The bench-clearing brawl that began in the top of the sixth had actually been simmering since the night before. That's when Morgan barreled into Marlins' catcher Brad Hayes on a play at the plate — he probably could have beaten the tag with a slide — separating Hayes' shoulder and knocking him out for the remainder of the year.

As payback, Marlins pitcher Chris Volstad plunked Morgan in the fourth. He promptly stole second and third, despite the fact that his team was 11 runs down at the time, ruffling the Marlins' scales one more time. In the sixth, presumably for the sin of showing him up, Volstad threw behind Morgan, who responded by rushing the mound and —as the kids like to say — it was on, baby!

"Once is good enough," Morgan said about the Marlins' retribution, "but twice, no, it's time to go."

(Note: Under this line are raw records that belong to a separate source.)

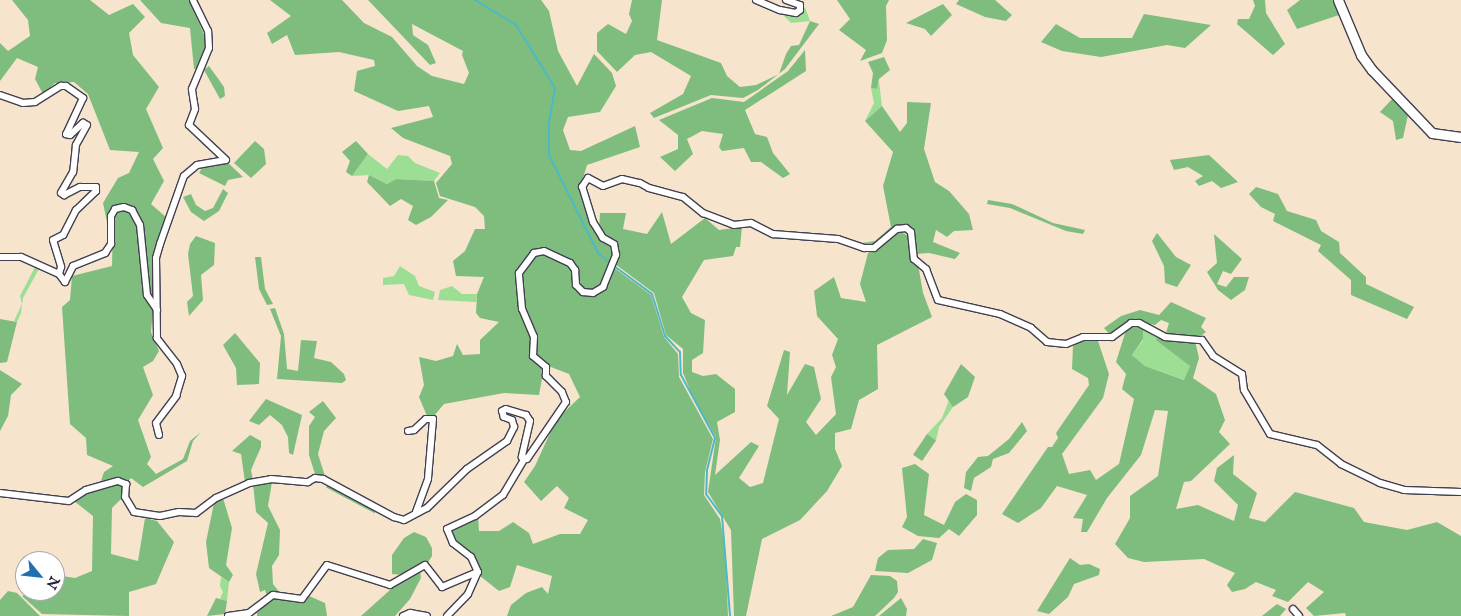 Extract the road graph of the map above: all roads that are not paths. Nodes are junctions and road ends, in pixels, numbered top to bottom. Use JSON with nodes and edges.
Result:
{"nodes":[{"id":1,"x":193,"y":0,"type":"edge"},
{"id":2,"x":756,"y":0,"type":"edge"},
{"id":3,"x":786,"y":0,"type":"edge"},
{"id":4,"x":1338,"y":0,"type":"edge"},
{"id":5,"x":0,"y":95,"type":"edge"},
{"id":6,"x":1461,"y":137,"type":"edge"},
{"id":7,"x":0,"y":256,"type":"edge"},
{"id":8,"x":59,"y":274,"type":"junction"},
{"id":9,"x":157,"y":310,"type":"junction"},
{"id":10,"x":408,"y":432,"type":"dead end"},
{"id":11,"x":159,"y":435,"type":"dead end"},
{"id":12,"x":525,"y":458,"type":"junction"},
{"id":13,"x":1461,"y":492,"type":"edge"},
{"id":14,"x":0,"y":493,"type":"edge"},
{"id":15,"x":414,"y":515,"type":"junction"},
{"id":16,"x":478,"y":572,"type":"junction"},
{"id":17,"x":1293,"y":609,"type":"dead end"},
{"id":18,"x":228,"y":616,"type":"edge"},
{"id":19,"x":403,"y":616,"type":"edge"},
{"id":20,"x":427,"y":616,"type":"edge"},
{"id":21,"x":447,"y":616,"type":"edge"},
{"id":22,"x":1300,"y":616,"type":"edge"}],
"edges":[{"from":1,"to":9,"type":"street"},
{"from":2,"to":3,"type":"street"},
{"from":4,"to":6,"type":"main road"},
{"from":5,"to":8,"type":"street"},
{"from":7,"to":8,"type":"street"},
{"from":8,"to":9,"type":"street"},
{"from":9,"to":11,"type":"street"},
{"from":10,"to":15,"type":"street"},
{"from":12,"to":13,"type":"street"},
{"from":12,"to":15,"type":"street"},
{"from":12,"to":16,"type":"street"},
{"from":14,"to":15,"type":"street"},
{"from":16,"to":18,"type":"street"},
{"from":16,"to":21,"type":"street"},
{"from":17,"to":22,"type":"street"},
{"from":19,"to":20,"type":"street"}]} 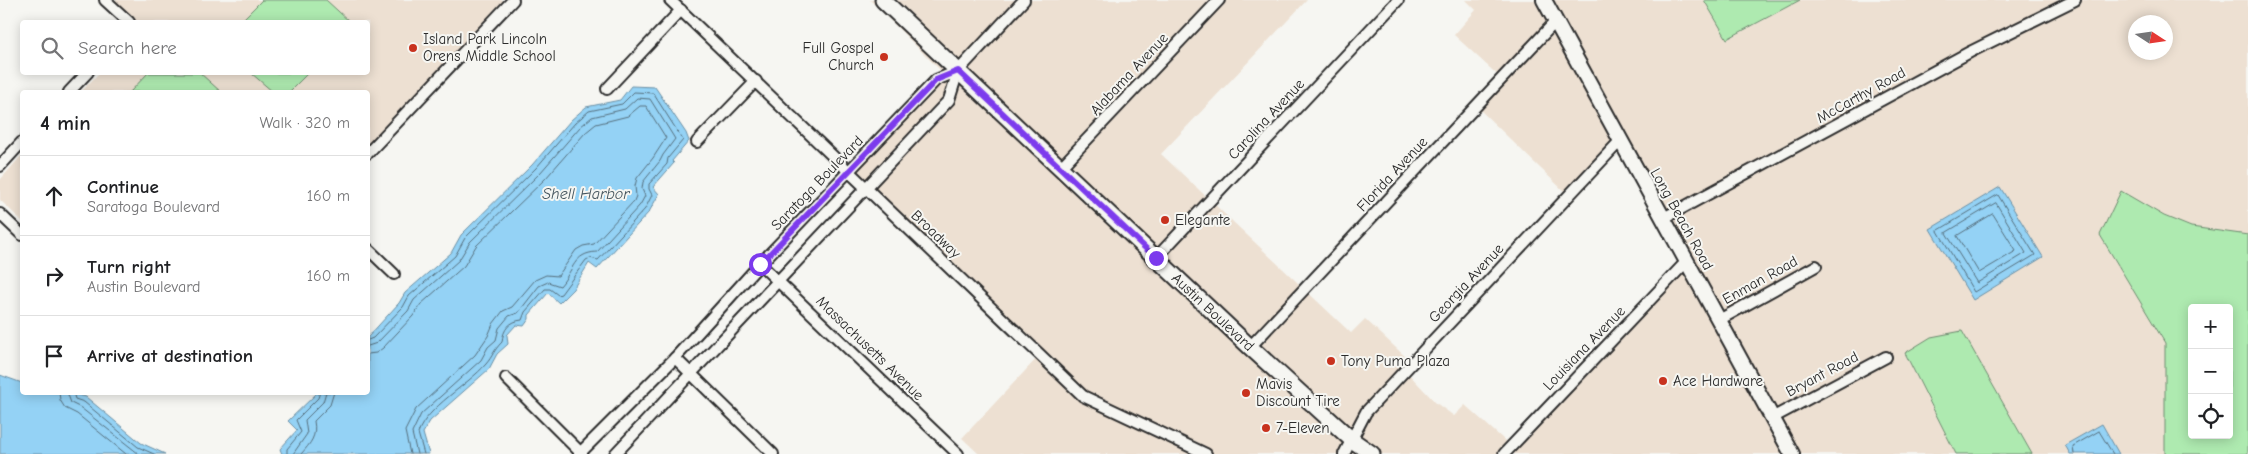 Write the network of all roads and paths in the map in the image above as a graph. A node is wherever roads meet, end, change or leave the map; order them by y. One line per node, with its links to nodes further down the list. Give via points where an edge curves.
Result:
1 (105, 0): 11 (street)
2 (512, 0): 21 (street)
3 (670, 0): 10 (street, Broadway)
4 (883, 0): 13 (main road, Austin Boulevard)
5 (1024, 0): 13 (street, Saratoga Boulevard)
6 (1219, 0): 23 (street, Alabama Avenue)
7 (1398, 0): 30 (street, Carolina Avenue)
8 (1544, 0): 12 (main road, Long Beach Road)
9 (2075, 0): 27 (street, McCarthy Road, via 1970,52)
10 (681, 10): 15 (street, Broadway); 16 (street)
11 (127, 20)
12 (1556, 21): 18 (main road, Long Beach Road); 37 (street, Florida Avenue)
13 (958, 71): 23 (main road, Austin Boulevard); 24 (street, Saratoga Boulevard, via 936,80); 25 (street, Saratoga Boulevard, via 949,100)
14 (85, 75): 17 (street)
15 (756, 80): 19 (street); 24 (street, Broadway)
16 (607, 89)
17 (71, 90)
18 (1620, 141): 27 (main road, Long Beach Road); 43 (street, Georgia Avenue, via 1366,412)
19 (697, 142)
20 (20, 144): 22 (street)
21 (370, 151)
22 (0, 166)
23 (1060, 168): 30 (main road, Austin Boulevard)
24 (849, 171): 25 (street, Broadway); 32 (street, Saratoga Boulevard)
25 (867, 188): 35 (street, Saratoga Boulevard); 48 (street, Broadway, via 1083,396)
26 (0, 214): 28 (street)
27 (1662, 219): 31 (main road, Long Beach Road)
28 (20, 234)
29 (370, 251): 34 (street)
30 (1156, 258): 37 (main road, Austin Boulevard)
31 (1686, 262): 36 (main road, Long Beach Road); 51 (street, Louisiana Avenue)
32 (760, 264): 35 (street, Massachusetts Avenue); 39 (street, Saratoga Boulevard)
33 (1816, 266): 36 (street, Enman Road)
34 (394, 274)
35 (779, 281): 40 (street, Saratoga Boulevard); 47 (street, Massachusetts Avenue)
36 (1719, 320): 42 (main road, Long Beach Road)
37 (1250, 347): 43 (main road, Austin Boulevard)
38 (1886, 357): 42 (street, Bryant Road)
39 (675, 358): 40 (street); 44 (street, Saratoga Boulevard)
40 (691, 374): 45 (street, Saratoga Boulevard); 46 (street)
41 (506, 378): 44 (street)
42 (1772, 418): 52 (main road, Long Beach Road)
43 (1352, 440): 49 (street, Georgia Avenue); 50 (main road, Austin Boulevard)
44 (581, 453)
45 (615, 454)
46 (773, 454)
47 (958, 454)
48 (1206, 454)
49 (1344, 454)
50 (1372, 454)
51 (1504, 454)
52 (1792, 454) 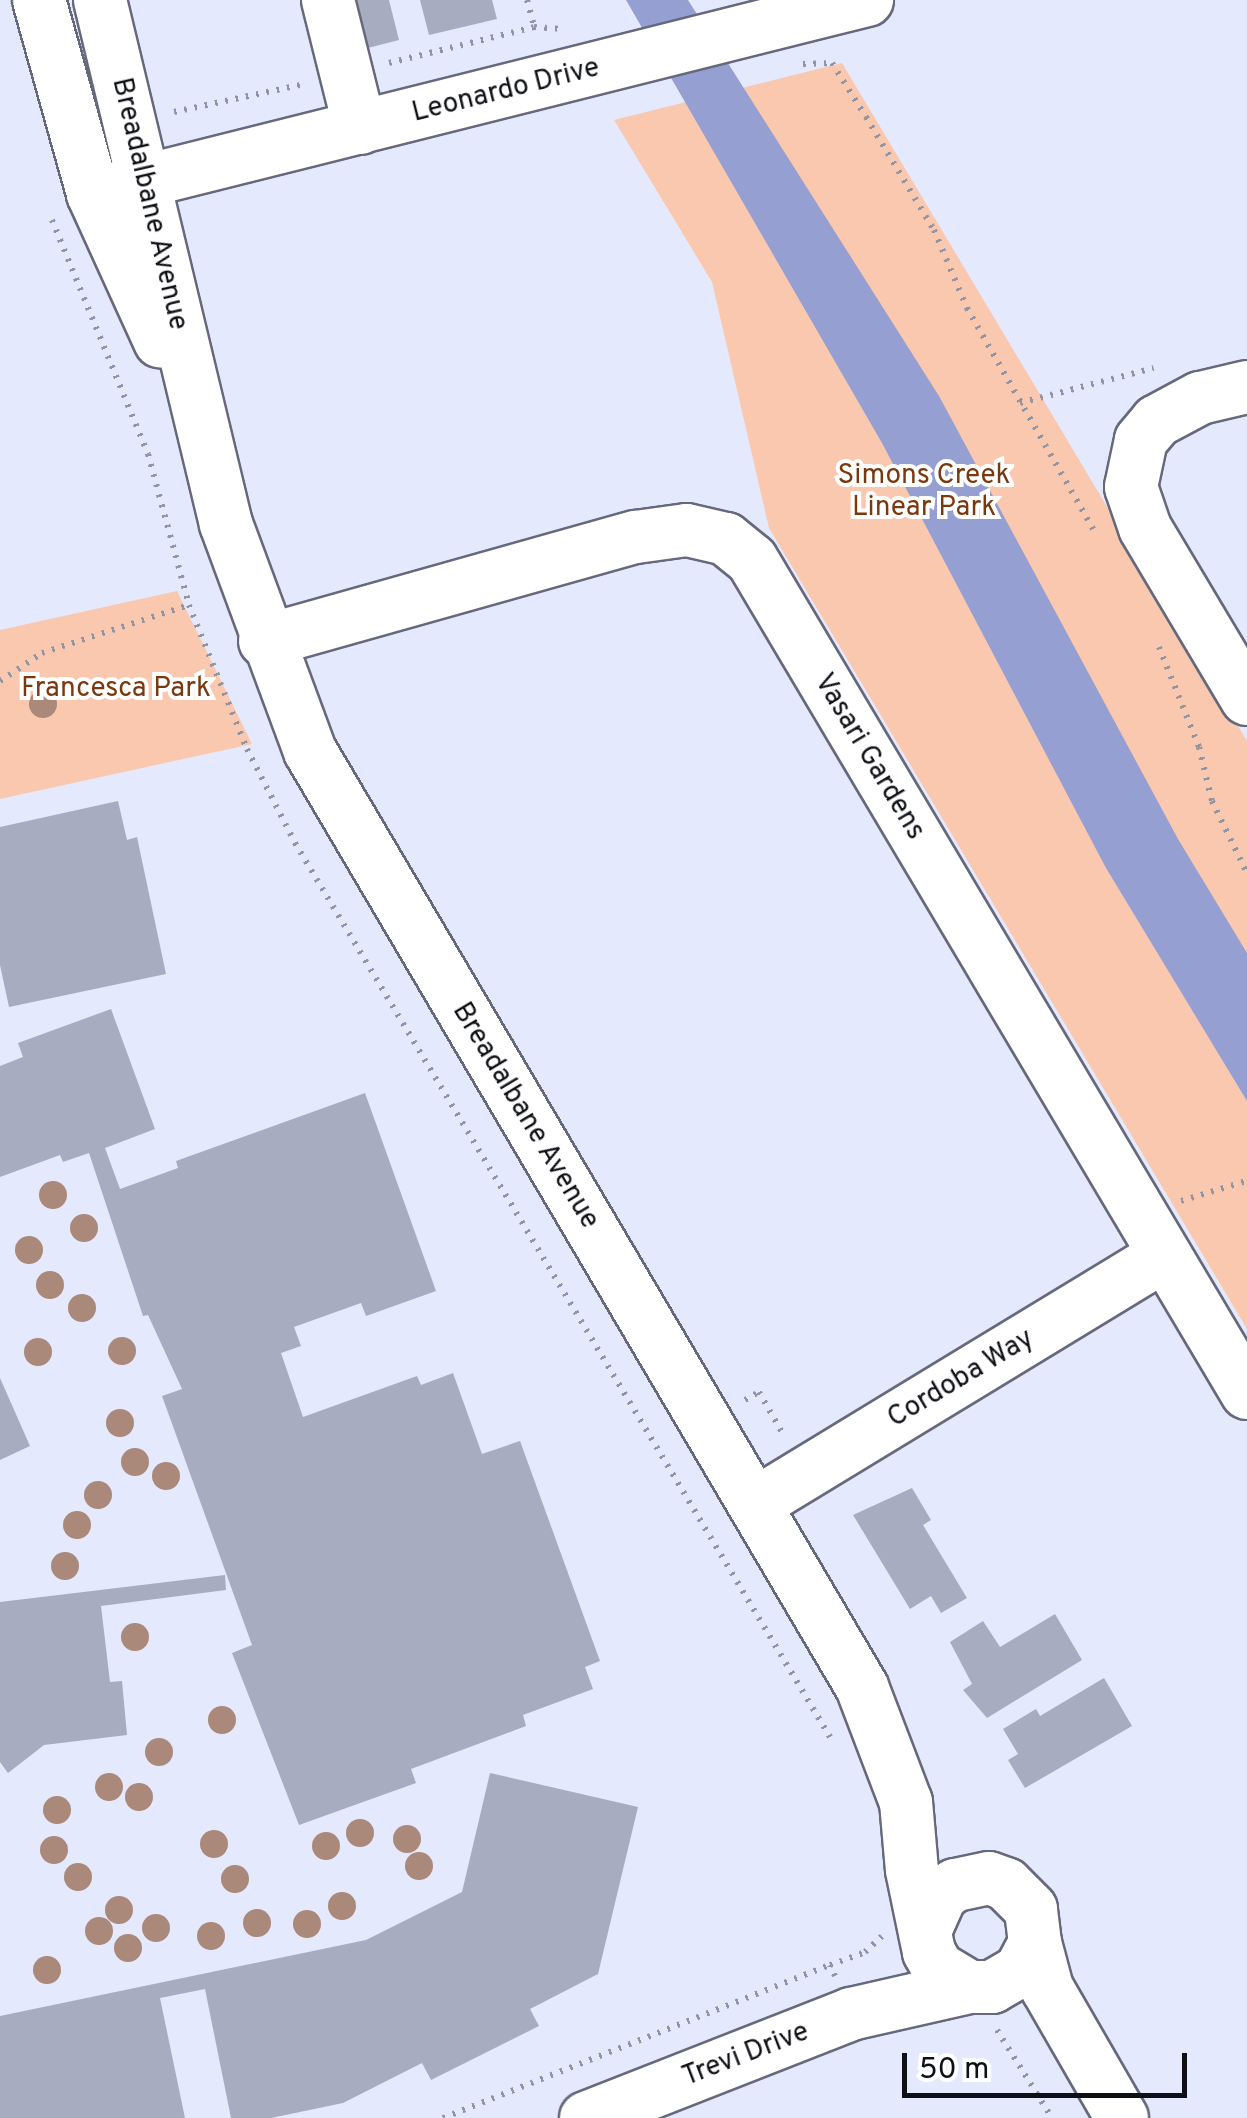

Baseball has a code of unwritten rules to cover such situations, and most of the time they're understood well enough to keep the peace. Morgan's uncalled-for elbow on St. Louis' catcher, for example, got him in almost as much trouble with his own manager as it did with the Cardinals. Riggleman called it "unprofessional" and sat him down for a game.

But there was no consensus on where the blame for the Florida fight belonged, although everyone agreed that Morgan was at the center of events and — some surprise — proud of it. When teammates finally dragged him out from underneath the pileup, Morgan fired both hands into the air, beat his chest and walked off like he was Stone Cold Steve Austin.

A call to Major League Baseball seeking comment Thursday afternoon was not returned, but it's unlikely a lack of evidence is keeping Selig from rendering punishment.

Morgan's file down at headquarters is already bulging. All that remains is for the commissioner to decide how many more games to tack onto the seven already handed Morgan — the recommendation here is at least 10 — plus whether fines and suspensions are warranted for the other participants.

Frankly, it's surprising that late-season brawls between teams going nowhere aren't more common. Perennial bottom-feeders like the Nationals practically breed malcontents because the promise of rebuilding stretches on from year after year and never gets fulfilled.

Whether it was stress, frustration or something else altogether that pushed Morgan from being a tough competitor into a marginally dirty one, only he knows. But if Selig wants to do some lasting good for baseball — beyond meting out an appropriate sentence to Morgan — he'll take into account the recent grumbling set off by the release of teams' financial statements illustrating how little a few of those franchises are interested in winning.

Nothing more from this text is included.